:: INPUT DATA ::

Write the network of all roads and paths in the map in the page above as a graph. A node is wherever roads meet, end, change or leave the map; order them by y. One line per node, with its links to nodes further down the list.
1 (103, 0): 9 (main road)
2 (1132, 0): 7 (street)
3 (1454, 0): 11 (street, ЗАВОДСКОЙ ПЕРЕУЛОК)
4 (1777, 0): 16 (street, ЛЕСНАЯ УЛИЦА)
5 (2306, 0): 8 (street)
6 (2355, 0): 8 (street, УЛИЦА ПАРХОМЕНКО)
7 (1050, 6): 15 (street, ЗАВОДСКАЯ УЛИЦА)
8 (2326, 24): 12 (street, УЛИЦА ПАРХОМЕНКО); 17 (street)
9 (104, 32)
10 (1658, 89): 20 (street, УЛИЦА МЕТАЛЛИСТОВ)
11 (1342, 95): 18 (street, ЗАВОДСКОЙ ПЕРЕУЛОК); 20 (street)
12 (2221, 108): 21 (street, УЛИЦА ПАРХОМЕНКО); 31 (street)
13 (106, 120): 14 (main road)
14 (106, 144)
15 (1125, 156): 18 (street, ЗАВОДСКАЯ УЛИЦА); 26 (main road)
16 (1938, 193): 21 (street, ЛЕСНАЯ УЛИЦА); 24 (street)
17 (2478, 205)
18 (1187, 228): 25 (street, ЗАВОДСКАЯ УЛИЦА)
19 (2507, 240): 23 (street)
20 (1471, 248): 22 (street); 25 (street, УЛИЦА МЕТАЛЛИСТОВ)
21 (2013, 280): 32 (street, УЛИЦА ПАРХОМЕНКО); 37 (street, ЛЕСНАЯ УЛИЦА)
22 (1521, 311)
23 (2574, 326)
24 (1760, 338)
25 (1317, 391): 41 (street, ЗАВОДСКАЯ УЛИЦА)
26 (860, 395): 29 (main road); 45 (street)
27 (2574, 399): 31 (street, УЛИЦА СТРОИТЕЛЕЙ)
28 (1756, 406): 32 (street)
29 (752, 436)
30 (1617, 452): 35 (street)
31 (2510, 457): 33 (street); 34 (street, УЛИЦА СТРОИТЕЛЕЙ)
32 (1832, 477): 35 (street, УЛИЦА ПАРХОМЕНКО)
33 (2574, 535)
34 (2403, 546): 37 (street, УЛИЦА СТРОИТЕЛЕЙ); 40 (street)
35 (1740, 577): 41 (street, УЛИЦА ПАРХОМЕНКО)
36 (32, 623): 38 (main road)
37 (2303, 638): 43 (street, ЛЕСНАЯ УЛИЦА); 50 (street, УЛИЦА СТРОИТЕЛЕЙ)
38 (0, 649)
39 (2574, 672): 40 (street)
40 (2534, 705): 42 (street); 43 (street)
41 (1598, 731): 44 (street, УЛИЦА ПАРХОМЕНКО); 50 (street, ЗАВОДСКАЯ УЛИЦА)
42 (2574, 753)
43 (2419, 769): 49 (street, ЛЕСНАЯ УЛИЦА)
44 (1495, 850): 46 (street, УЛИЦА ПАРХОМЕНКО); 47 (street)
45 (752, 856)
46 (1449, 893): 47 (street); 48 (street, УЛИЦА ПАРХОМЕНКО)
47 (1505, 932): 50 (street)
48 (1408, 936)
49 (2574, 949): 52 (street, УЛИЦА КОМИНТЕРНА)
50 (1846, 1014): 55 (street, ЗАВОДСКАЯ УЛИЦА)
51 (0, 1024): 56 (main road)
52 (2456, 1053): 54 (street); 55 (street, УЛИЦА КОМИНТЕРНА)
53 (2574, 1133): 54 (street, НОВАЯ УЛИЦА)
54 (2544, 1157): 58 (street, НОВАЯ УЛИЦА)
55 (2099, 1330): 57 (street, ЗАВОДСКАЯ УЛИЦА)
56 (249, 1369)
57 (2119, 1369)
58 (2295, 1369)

:::

WHAT YOU ARE ASKED TO DO. Every line of the material that holds "main" should be copied out as the answer.

RESULT OF THIS TASK.
1 (103, 0): 9 (main road)
13 (106, 120): 14 (main road)
15 (1125, 156): 18 (street, ЗАВОДСКАЯ УЛИЦА); 26 (main road)
26 (860, 395): 29 (main road); 45 (street)
36 (32, 623): 38 (main road)
51 (0, 1024): 56 (main road)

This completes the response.